Obviously Greenberg didn’t know. But in 2005, after then-U.K. Prime Minister Tony Blair denounced suicide bombings—even in Israel—Helbawy replied, “Well he is wrong…. He is not a Mufti.” In a Jamestown Foundation interview, Helbawy blamed “events in Afghanistan, Iraq and Palestine” as “a factor” behind the July 7, 2005 London bombings–along with U.K. participation in Iraq and its “policy toward the issue of Palestine.”

And in December 1992, Helbawy was taped telling the Muslim Arab Youth Association, the Islamic war on Israel isn’t “a conflict of borders and land only. It is not even a conflict over human ideology and not over peace…. [I]t is an absolute clash of civilizations, between truth and falsehood. Between two conducts–one satanic, headed by Jews and their co-conspirators–and the other … religious, carried by Hamas, and the Islamic movement in particular and the Islamic people….” Muslims should never befriend “Jews and Christians,” he warned, who are only “allies to each other….”

Some grandfather.

Fielding denied the MB’s threat to the West and praised Helbawy as “a wonderful human being.” The 2005 election of 22 Muslim Brothers to Egypt’s parliament, Fielding said—and the January 2006 Hamas victory in the Palestinian Authority vote—were cause for celebration. He turned his ire only on “the silence of the U.S. State Department in the face of [alleged] Egyptian government abuse” of Muslim Brothers—and the U.S. and international boycott of the Hamas-controlled PA. Fielding dubbed the MB “reformist,” and offering “the best possibility in the Middle East of leaders who can make deals and stick to them.”

My expose prompted Fielding to falsely accuse me of misrepresenting his remarks. The same day, a sanitized version of his comments miraculously appeared on Ikhwanweb.

Debat had boasted that before the year was out, “NYU will publish the video of my remarks…” and thereby absolve them. Alas, the Center published no video or audio in December 2006—or in 2007.

When Center archives were finally published in early 2008 (surprise, surprise), the promised tape of the Oct. 19, 2006 event was notably missing from the roster.

I’d first noted on Oct. 26, 2006 that no tape could vindicate Fielding or Debat,

unless it is complete and unedited. But that may not be in the cards. Asked if the Center would post the entire session, including the question and answer period, a spokesman stated, “We are considering editing the content,” a process that could easily also exclude many controversial remarks that I quoted from the respective experts. The excuse is time limitation, although streaming digital MP3 downloads are not limited by time. Who is dishonest now?

In November 2007, I recalled Debat’s false complaint of “misquotes and distortions”—easily refuted—and observed that NYU had not published a recording “which would have been too embarrassing.”

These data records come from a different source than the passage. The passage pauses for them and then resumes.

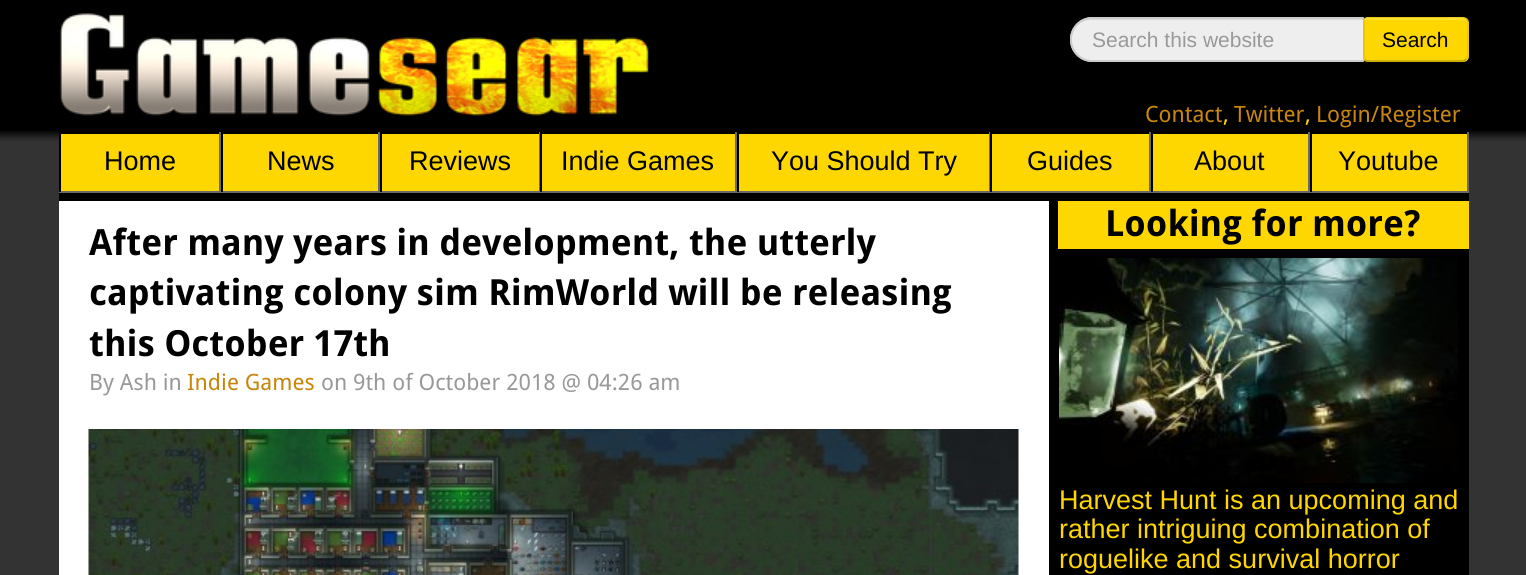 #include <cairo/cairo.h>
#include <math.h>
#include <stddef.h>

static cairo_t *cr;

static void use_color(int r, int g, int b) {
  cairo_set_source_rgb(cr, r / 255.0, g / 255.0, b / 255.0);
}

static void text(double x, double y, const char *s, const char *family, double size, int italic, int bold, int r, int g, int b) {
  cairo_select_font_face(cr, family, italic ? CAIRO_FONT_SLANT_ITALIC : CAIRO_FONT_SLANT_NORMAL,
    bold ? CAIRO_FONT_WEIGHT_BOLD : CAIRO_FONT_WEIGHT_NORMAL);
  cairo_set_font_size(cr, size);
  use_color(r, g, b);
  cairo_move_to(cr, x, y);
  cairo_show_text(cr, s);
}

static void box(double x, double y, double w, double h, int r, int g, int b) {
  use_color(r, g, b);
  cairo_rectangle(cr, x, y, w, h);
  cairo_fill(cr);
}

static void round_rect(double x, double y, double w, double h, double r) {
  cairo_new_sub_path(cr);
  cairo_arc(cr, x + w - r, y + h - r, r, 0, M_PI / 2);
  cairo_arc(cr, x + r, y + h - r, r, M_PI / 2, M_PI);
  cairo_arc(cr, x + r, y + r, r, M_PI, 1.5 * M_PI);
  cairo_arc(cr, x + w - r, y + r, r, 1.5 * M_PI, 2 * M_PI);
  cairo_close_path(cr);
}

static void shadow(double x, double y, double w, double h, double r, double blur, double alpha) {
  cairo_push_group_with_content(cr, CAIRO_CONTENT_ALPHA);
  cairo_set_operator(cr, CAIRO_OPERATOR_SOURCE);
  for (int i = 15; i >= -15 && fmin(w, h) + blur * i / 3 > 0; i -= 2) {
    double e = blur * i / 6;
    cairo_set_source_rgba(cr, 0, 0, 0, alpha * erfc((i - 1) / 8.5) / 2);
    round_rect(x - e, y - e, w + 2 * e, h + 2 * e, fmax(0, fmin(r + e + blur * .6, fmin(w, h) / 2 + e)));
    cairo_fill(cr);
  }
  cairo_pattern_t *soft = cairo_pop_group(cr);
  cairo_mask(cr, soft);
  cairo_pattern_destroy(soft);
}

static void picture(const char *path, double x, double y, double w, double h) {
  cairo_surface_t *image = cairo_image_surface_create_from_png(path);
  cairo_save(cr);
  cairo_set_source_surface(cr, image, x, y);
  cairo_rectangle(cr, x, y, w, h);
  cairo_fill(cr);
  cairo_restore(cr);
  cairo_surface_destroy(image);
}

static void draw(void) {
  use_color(51, 51, 51);
  cairo_paint(cr);
  use_color(0, 0, 0);
  shadow(-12, -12, 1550, 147, 0, 4, 1);
  box(0, 128, 1526, 3, 0, 0, 0);
  picture("img_01.png", 59, 12, 590, 105);
  use_color(238, 238, 238);
  cairo_new_path(cr);
  cairo_move_to(cr, 1092.5, 17);
  cairo_line_to(cr, 1362, 17);
  cairo_curve_to(cr, 1363.5, 17, 1365, 18.5, 1365, 20);
  cairo_line_to(cr, 1365, 59);
  cairo_curve_to(cr, 1365, 60.5, 1363.5, 62, 1362, 62);
  cairo_line_to(cr, 1092.5, 62);
  cairo_curve_to(cr, 1080, 62, 1070, 52, 1070, 39.5);
  cairo_curve_to(cr, 1070, 27, 1080, 17, 1092.5, 17);
  cairo_close_path(cr);
  cairo_fill(cr);
  use_color(220, 220, 220);
  cairo_new_path(cr);
  cairo_move_to(cr, 1092, 20);
  cairo_line_to(cr, 1362, 20);
  cairo_curve_to(cr, 1363, 20, 1364, 20, 1364, 21);
  cairo_curve_to(cr, 1364, 20, 1364, 18, 1362, 18);
  cairo_line_to(cr, 1092, 18);
  cairo_curve_to(cr, 1080, 18, 1071, 28, 1071, 40);
  cairo_curve_to(cr, 1071, 29, 1080, 20, 1092, 20);
  cairo_close_path(cr);
  cairo_fill(cr);
  cairo_new_path(cr);
  cairo_move_to(cr, 1092.5, 18);
  cairo_line_to(cr, 1362, 18);
  cairo_curve_to(cr, 1363, 18, 1364, 19, 1364, 20);
  cairo_line_to(cr, 1364, 59);
  cairo_curve_to(cr, 1364, 60, 1363, 61, 1362, 61);
  cairo_line_to(cr, 1092.5, 61);
  cairo_curve_to(cr, 1080.5, 61, 1071, 51.5, 1071, 39.5);
  cairo_curve_to(cr, 1071, 27.5, 1080.5, 18, 1092.5, 18);
  cairo_close_path(cr);
  use_color(204, 204, 204);
  cairo_stroke(cr);
  use_color(255, 215, 0);
  cairo_new_path(cr);
  cairo_move_to(cr, 1367, 17);
  cairo_line_to(cr, 1463, 17);
  cairo_curve_to(cr, 1466.5, 17, 1469, 19.5, 1469, 23);
  cairo_line_to(cr, 1469, 56);
  cairo_curve_to(cr, 1469, 59.5, 1466.5, 62, 1463, 62);
  cairo_line_to(cr, 1367, 62);
  cairo_curve_to(cr, 1365.5, 62, 1364, 60.5, 1364, 59);
  cairo_line_to(cr, 1364, 20);
  cairo_curve_to(cr, 1364, 18.5, 1365.5, 17, 1367, 17);
  cairo_close_path(cr);
  cairo_fill(cr);
  use_color(255, 223, 51);
  cairo_new_path(cr);
  cairo_move_to(cr, 1366, 20);
  cairo_line_to(cr, 1462, 20);
  cairo_curve_to(cr, 1465, 20, 1467, 22, 1467, 24);
  cairo_curve_to(cr, 1467, 14, 1451, 18, 1446, 18);
  cairo_line_to(cr, 1366, 18);
  cairo_curve_to(cr, 1365, 18, 1365, 20, 1365, 21);
  cairo_close_path(cr);
  cairo_fill(cr);
  cairo_new_path(cr);
  cairo_move_to(cr, 1466, 59);
  cairo_curve_to(cr, 1465, 60, 1464, 61, 1462.5, 61);
  cairo_line_to(cr, 1366.5, 61);
  cairo_line_to(cr, 1365, 60);
  cairo_set_source_rgba(cr, 0, 0, 0, 0.25);
  cairo_set_line_width(cr, 1.5);
  cairo_stroke(cr);
  cairo_new_path(cr);
  cairo_move_to(cr, 1365, 60);
  cairo_curve_to(cr, 1363, 58.5, 1364, 42, 1364, 39);
  cairo_line_to(cr, 1364, 26);
  cairo_curve_to(cr, 1364, 25, 1362.5, 17.5, 1366.5, 17);
  cairo_line_to(cr, 1446.5, 17);
  cairo_curve_to(cr, 1471.5, 17, 1468, 14.5, 1468, 39);
  cairo_line_to(cr, 1468, 50);
  cairo_curve_to(cr, 1468, 53, 1468.5, 57, 1466, 59);
  cairo_set_source_rgba(cr, 0, 0, 0, 0.1);
  cairo_stroke(cr);
  box(59, 131, 1410, 1, 0, 0, 0);
  box(59, 193, 1410, 2, 0, 0, 0);
  box(61, 134, 158, 57, 255, 215, 0);
  box(59, 132, 1410, 2, 0, 0, 0);
  box(219, 132, 2, 60, 105, 105, 105);
  box(59, 191, 162, 2, 105, 105, 105);
  box(59, 132, 2, 60, 0, 0, 0);
  box(223, 134, 155, 57, 255, 215, 0);
  box(378, 132, 2, 60, 105, 105, 105);
  box(221, 191, 159, 2, 105, 105, 105);
  box(221, 132, 2, 60, 0, 0, 0);
  box(382, 134, 157, 57, 255, 215, 0);
  box(539, 132, 1, 60, 105, 105, 105);
  box(380, 191, 160, 2, 105, 105, 105);
  box(380, 132, 2, 60, 0, 0, 0);
  box(542, 134, 193, 57, 255, 215, 0);
  box(735, 132, 2, 60, 105, 105, 105);
  box(540, 191, 197, 2, 105, 105, 105);
  box(540, 132, 2, 60, 0, 0, 0);
  box(739, 134, 250, 57, 255, 215, 0);
  box(989, 132, 1, 60, 105, 105, 105);
  box(737, 191, 253, 2, 105, 105, 105);
  box(737, 132, 2, 60, 0, 0, 0);
  box(992, 134, 157, 57, 255, 215, 0);
  box(1149, 132, 2, 60, 105, 105, 105);
  box(990, 191, 161, 2, 105, 105, 105);
  box(990, 132, 2, 60, 0, 0, 0);
  box(1153, 134, 155, 57, 255, 215, 0);
  box(1308, 132, 2, 60, 105, 105, 105);
  box(1151, 191, 159, 2, 105, 105, 105);
  box(1151, 132, 2, 60, 0, 0, 0);
  box(1312, 134, 155, 57, 255, 215, 0);
  box(1467, 132, 2, 60, 105, 105, 105);
  box(1310, 191, 159, 2, 105, 105, 105);
  box(1310, 132, 2, 60, 0, 0, 0);
  box(59, 201, 990, 374, 255, 255, 255);
  box(59, 195, 994, 6, 0, 0, 0);
  box(1049, 195, 420, 380, 0, 0, 0);
  picture("img_02.png", 88, 429, 931, 146);
  box(1058, 201, 411, 48, 255, 215, 0);
  picture("img_03.png", 1059, 258, 399, 225);
  text(1092, 47, "Search this website", "Liberation Sans", 21, 0, 0, 153, 153, 153);
  text(1382, 47, "Search", "Liberation Sans", 21, 0, 0, 0, 0, 0);
  text(1145, 122, "Contact", "Droid Sans", 22.5, 0, 0, 200, 134, 11);
  text(1223, 122, ",", "Droid Sans", 22.5, 0, 0, 255, 215, 0);
  text(1234, 122, "Twitter", "Droid Sans", 22.5, 0, 0, 200, 134, 11);
  text(1305, 122, ",", "Droid Sans", 22.5, 0, 0, 255, 215, 0);
  text(1316, 122, "Login/Register", "Droid Sans", 22.5, 0, 0, 200, 134, 11);
  text(104, 170, "Home", "Liberation Sans", 27, 0, 0, 0, 0, 0);
  text(267, 170, "News", "Liberation Sans", 27, 0, 0, 0, 0, 0);
  text(409, 170, "Reviews", "Liberation Sans", 27, 0, 0, 0, 0, 0);
  text(561, 170, "Indie Games", "Liberation Sans", 27, 0, 0, 0, 0, 0);
  text(771, 170, "You Should Try", "Liberation Sans", 27, 0, 0, 0, 0, 0);
  text(1027, 170, "Guides", "Liberation Sans", 27, 0, 0, 0, 0, 0);
  text(1194, 170, "About", "Liberation Sans", 27, 0, 0, 0, 0, 0);
  text(1338, 170, "Youtube", "Liberation Sans", 27, 0, 0, 0, 0, 0);
  text(89, 255, "After many years in development, the utterly", "Droid Sans", 36, 0, 1, 0, 0, 0);
  text(89, 305, "captivating colony sim RimWorld will be releasing", "Droid Sans", 36, 0, 1, 0, 0, 0);
  text(89, 356, "this October 17th", "Droid Sans", 36, 0, 1, 0, 0, 0);
  text(89, 390, "By Ash in", "Droid Sans", 22.5, 0, 0, 153, 153, 153);
  text(187, 390, "Indie Games", "Droid Sans", 22.5, 0, 0, 200, 134, 11);
  text(321, 390, "on 9th of October 2018 @ 04:26 am", "Droid Sans", 22.5, 0, 0, 153, 153, 153);
  text(1105, 236, "Looking for more?", "Droid Sans", 36, 0, 1, 0, 0, 0);
  text(1059, 509, "Harvest Hunt is an upcoming and", "Liberation Sans", 27, 0, 0, 255, 215, 0);
  text(1059, 538, "rather intriguing combination of", "Liberation Sans", 27, 0, 0, 255, 215, 0);
  text(1059, 568, "roguelike and survival horror", "Liberation Sans", 27, 0, 0, 255, 215, 0);
}

int main(void) {
  cairo_surface_t *surface = cairo_image_surface_create(CAIRO_FORMAT_RGB24, 1526, 575);
  cr = cairo_create(surface);
  cairo_font_options_t *options = cairo_font_options_create();
  cairo_font_options_set_hint_metrics(options, CAIRO_HINT_METRICS_OFF);
  cairo_font_options_set_hint_style(options, CAIRO_HINT_STYLE_NONE);
  cairo_set_font_options(cr, options);
  cairo_set_miter_limit(cr, 4);
  draw();
  cairo_surface_write_to_png(surface, "out.png");
  cairo_font_options_destroy(options);
  cairo_destroy(cr);
  cairo_surface_destroy(surface);
  return 0;
}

NYU was between a rock and a hard place. Issuing an edited tape of the Oct. 19 2006 event would verify that NYU, indeed, has something to hide. Releasing an unedited tape of the Debat and Fielding remarks and Q&A, on the other hand, would recall the Debat scandal—and confirm the accuracy of my original quotations. If it isn’t already, the Center would be a laughing stock for inviting either of them.

But I’m not laughing.

It’s tragic that a Law School claiming to study law and security gave a platform to the hokum pokum of two Muslim Brotherhood apologists, or false notions of a “moderate” MB. As the known parent of every Islamic terror group now operating, the Muslim Brotherhood is today also an unindicted terror funding co-conspirator.

Still more tragic is the apparent acceptance by mainstream media—and U.S. leaders and presidential candidates—of Nixon Center fellow Robert Leiken’s lethal notion that the MB is moderate and reformist—not least, since Leiken’s training is in Latin American politics. Patrick Poole elaborately detailed Leiken’s falsehoods in a 4-part April 2007 series.

The MB unconditionally states, in Arabic and English, its plans to Islamize the globe and impose shari’a (Islamic law) worldwide–largely through “flexibility” (muruna in Arabic). Muslim Brotherhood General Guide Mohammad Mahdi Akef calls on all MB “member organizations to serve” the global agenda to defeat the West, and on “individual members” worldwide to join the “resistance” to the U.S.—both financially and “through active participation.” Even some Arab Muslims describe the MB as one of the world’s most malevolent forces.

The present danger stems mostly from the massive Islamic assault on Western economies and markets, however—both through the global push to institutionalize so-called shari’a finance, and a barrage of Middle Eastern securities markets, corporate, strategic infrastructure, bank and other acquisitions.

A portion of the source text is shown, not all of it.